If in a month of sifting I haven't found a guitar band that can keep me happy longer than 20 minutes, well, I'm just doing my job--however little it seems to mean as I write, around 2 p.m. January 15. Good luck, world.


JEWEL ACKAH: Me Dear (Highlife World import) A onetime soccer pro who's been singing 25 years, long enough to watch highlife sink from top of the Afropops to regional specialty, he's not down, no sir. Talking tradition here and synthesis there, based in Ghana but happy to service the Anglophone diaspora, he goes with what he knows, including blues licks, reggae beats, and pop-funk basslines. From Accra to Toronto, he's making it in his own little world, and he's here to tell you you can too. A MINUS

THE CIVIL WAR (Elektra Nonesuch) A panorama of American melody circa 1865, when all manner of minstrels and semiclassically trained composers were melding hymns and folk airs into an American popular style. Modest execution guards against dated fussiness, forced projection, and parlor gentility--on its own terms it's a quiet classic. But its elegiac reflectiveness calls out for gruesome pictures that aren't there--because it conceives music as a respite from war, never as a weapon, it's more sentimental than the music deserves.

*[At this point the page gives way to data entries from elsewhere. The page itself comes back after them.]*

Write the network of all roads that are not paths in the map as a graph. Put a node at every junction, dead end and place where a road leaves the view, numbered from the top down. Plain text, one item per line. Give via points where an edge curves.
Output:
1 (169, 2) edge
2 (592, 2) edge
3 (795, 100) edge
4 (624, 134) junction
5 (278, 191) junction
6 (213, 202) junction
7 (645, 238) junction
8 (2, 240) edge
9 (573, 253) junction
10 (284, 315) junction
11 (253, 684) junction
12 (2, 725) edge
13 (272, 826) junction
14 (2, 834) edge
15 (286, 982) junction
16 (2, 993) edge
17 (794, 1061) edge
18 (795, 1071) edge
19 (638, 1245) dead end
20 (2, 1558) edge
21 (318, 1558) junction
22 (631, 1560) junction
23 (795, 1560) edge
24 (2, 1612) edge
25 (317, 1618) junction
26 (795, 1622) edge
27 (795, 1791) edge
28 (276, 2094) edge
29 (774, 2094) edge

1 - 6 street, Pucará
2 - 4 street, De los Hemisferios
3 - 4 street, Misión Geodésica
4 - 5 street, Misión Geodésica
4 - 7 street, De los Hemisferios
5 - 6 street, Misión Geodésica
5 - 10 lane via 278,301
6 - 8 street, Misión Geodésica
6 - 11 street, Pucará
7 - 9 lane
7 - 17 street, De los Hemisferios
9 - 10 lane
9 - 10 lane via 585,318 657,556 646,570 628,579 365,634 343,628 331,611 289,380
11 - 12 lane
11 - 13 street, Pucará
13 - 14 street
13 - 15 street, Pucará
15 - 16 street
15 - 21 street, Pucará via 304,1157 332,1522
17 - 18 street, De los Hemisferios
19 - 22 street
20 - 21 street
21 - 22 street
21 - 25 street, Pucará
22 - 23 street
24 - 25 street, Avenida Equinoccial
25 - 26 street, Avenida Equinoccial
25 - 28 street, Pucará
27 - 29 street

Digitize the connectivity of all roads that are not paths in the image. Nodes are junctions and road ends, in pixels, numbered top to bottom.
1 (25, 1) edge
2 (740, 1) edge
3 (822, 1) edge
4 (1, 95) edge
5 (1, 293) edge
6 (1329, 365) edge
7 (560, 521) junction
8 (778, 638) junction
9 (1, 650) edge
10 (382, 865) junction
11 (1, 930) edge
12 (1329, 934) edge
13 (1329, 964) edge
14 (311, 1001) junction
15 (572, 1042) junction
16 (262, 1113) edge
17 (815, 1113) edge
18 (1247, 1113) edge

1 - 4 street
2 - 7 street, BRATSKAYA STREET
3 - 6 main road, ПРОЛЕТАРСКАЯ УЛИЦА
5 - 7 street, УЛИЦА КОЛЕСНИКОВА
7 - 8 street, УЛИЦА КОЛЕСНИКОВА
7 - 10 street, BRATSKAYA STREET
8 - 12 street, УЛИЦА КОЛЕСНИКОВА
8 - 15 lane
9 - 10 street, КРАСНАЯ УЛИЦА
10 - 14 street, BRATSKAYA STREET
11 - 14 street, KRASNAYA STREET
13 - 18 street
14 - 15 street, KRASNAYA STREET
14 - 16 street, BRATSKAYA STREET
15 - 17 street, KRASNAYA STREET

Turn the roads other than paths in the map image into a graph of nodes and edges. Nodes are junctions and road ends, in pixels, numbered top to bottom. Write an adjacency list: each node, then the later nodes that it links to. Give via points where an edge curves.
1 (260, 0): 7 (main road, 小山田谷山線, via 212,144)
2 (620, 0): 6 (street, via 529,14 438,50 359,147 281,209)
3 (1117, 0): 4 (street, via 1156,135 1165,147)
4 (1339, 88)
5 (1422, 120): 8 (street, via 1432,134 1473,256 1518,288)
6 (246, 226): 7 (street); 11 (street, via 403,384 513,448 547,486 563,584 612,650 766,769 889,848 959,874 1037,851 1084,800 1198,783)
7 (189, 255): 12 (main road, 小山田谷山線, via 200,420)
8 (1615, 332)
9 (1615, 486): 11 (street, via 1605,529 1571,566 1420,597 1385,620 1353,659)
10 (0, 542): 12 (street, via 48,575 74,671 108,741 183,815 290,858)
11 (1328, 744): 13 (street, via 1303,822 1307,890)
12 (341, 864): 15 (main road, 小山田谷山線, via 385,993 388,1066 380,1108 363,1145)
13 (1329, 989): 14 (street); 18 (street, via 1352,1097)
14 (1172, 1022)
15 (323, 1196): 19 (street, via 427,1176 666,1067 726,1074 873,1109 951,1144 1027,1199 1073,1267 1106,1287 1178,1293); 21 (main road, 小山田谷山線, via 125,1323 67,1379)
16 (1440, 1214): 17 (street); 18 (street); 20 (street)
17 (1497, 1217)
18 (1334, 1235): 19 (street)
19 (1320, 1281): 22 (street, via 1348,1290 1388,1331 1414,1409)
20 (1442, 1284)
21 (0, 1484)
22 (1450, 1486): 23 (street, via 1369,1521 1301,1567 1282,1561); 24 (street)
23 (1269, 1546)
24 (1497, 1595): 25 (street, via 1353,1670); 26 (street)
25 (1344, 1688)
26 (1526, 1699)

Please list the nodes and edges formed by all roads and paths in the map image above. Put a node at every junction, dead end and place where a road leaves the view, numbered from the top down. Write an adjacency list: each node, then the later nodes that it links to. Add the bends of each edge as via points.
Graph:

Did you know that North Carolina's Salem Brass Band used to play in the midst of battle to spur the boys on, or that at a post-Appomattox concert a Southern major told his Yankee hosts, "Gentlemen, if we had had your songs, we'd have licked you out of your boots"? Not from this you didn't. A MINUS

GANG OF FOUR: A Brief History of the Twentieth Century (Warner Bros.) A gorgeous artifact, history by a band that doesn't even control its own--all their product good (Entertainment, Solid Gold, Another Day/Another Dollar, Songs of the Free) and bad (Hard) has been deleted ("is history," one might say), replaced by one otherwise uncompromising nonvinyl retrospective. Explication aplenty is provided by the Greil Marcus essay that supports the package, though he underplays their crabwise rhythmic progress and sporadic militance. Docked a notch so you scour the remainder bins first. A MINUS [Later]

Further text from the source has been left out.